No abundan en el cine argentino de la generación posterior a la década de los noventa, registros tan sutiles de la emoción, como en el caso de Paula Hernández, una realizadora que no teme al sentimentalismo y lo manifiesta de una forma intimista, sin caer jamás en la grandilocuencia. Éste es el tercer largometraje, luego de “Herencia” y “Lluvia”, con los que mantiene estas características pero sumando una sensualidad más intensa. La película posee calidez y admirable naturalidad en escenas captadas con mucha espontaneidad, incluso las dos escenas de sexo que se incluyen, sin que esto implique una salida de tono.

La historia comienza con Lalo, Bruno y Lisa siendo adolescentes, a fines de los años setenta, en Victoria, Entre Ríos. La muchacha no es del pueblo, sino que viene con sus padres (profesores universitarios exiliados de Buenos Aires) y los jóvenes amigos se enamoran de la recién llegada, lo que los lleva a una serie de descubrimientos y transformaciones que tienen lugar en el transcurso de un verano. Ese breve tiempo, bruscamente interrumpido, resulta ser tan fuerte como para que treinta años después, aquellos adolescentes quieran volver a reencontrarse.

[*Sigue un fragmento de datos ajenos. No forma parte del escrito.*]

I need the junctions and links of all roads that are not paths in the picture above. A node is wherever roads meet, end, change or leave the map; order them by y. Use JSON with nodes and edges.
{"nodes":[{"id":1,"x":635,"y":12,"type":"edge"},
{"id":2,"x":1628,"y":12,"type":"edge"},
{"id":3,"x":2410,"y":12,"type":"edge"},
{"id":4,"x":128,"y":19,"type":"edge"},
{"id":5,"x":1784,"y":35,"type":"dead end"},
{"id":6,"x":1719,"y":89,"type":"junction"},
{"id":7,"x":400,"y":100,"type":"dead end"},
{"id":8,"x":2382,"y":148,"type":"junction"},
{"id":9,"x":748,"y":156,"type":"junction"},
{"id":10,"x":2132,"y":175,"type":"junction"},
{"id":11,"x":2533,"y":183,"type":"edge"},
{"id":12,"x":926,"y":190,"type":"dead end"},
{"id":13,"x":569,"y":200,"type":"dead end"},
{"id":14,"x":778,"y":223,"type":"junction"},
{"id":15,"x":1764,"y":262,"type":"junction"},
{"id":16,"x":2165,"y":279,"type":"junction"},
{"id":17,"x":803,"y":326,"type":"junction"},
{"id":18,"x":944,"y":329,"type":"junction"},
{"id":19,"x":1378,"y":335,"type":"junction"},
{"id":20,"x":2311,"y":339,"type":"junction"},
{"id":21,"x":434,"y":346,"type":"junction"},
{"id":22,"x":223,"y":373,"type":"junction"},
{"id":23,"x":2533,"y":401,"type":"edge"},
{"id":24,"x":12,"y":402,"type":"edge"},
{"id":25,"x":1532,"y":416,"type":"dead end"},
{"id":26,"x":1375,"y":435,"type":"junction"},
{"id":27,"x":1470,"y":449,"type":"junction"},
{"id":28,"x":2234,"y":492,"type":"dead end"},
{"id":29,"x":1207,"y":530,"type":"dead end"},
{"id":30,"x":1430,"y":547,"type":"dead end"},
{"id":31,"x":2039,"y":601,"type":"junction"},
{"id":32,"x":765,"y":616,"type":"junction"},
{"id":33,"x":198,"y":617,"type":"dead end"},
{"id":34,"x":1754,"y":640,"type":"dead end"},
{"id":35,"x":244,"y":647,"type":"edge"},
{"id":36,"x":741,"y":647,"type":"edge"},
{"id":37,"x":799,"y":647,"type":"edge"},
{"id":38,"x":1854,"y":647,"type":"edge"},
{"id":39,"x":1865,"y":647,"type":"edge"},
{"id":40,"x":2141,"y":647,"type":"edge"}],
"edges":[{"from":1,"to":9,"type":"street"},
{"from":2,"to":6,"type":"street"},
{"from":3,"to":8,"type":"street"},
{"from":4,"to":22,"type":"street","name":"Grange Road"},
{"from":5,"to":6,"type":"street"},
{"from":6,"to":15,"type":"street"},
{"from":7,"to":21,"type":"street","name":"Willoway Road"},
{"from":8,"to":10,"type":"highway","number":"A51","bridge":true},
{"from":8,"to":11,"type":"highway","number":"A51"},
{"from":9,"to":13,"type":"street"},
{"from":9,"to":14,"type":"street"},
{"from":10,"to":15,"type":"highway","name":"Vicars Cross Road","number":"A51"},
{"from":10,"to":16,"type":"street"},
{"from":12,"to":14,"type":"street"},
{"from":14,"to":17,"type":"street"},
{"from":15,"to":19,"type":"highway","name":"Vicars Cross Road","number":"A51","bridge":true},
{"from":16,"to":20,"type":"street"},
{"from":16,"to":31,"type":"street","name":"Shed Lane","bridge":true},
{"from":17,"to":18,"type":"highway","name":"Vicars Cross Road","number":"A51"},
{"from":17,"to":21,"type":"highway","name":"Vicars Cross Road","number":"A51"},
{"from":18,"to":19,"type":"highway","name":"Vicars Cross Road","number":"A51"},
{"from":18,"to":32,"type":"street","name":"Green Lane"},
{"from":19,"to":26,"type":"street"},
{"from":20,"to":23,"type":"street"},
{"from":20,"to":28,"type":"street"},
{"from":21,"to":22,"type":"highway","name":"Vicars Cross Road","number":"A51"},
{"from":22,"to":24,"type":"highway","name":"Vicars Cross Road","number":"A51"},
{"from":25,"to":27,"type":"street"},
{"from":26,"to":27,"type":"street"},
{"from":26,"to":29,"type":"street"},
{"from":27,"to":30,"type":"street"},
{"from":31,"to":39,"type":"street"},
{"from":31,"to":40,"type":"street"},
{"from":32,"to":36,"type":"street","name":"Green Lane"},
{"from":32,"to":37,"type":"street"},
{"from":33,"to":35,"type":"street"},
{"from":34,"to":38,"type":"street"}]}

La línea narrativa oscila entre el presente y el pasado, para anclarse finalmente en esa vuelta, explorando los cambios externos en la vida de cada uno, develando los acontecimientos que los marcaron para siempre.

Aquella adolescencia apresurada

Una de las escenas más recordables del film es el conocimiento del trío en una tórrida atmósfera veraniega, donde los amigos buscan refrescarse con el agua de una manguera con la que -sin querer- mojan a Lisa, que en vez de enojarse se pone a jugar con ellos. El despertar de la sexualidad, presionado por los prejuicios, irrumpe también a borbotones, atrayendo y apartando a los protagonistas.

Los devenires de la historia se sostendrán sobre todo en el protagonismo femenino de la Lisa adulta, compuesta por Elena Roger (de enorme expresividad gestual) y su mismo personaje adolescente a cargo de Denise Groesman, cuyo desenfado verbal y actitudes recuerdan a la Inés Efron de “XXY” (no por casualidad la película se basa en un cuento de Sergio Bizzio que guionó también la película de Lucía Puenzo).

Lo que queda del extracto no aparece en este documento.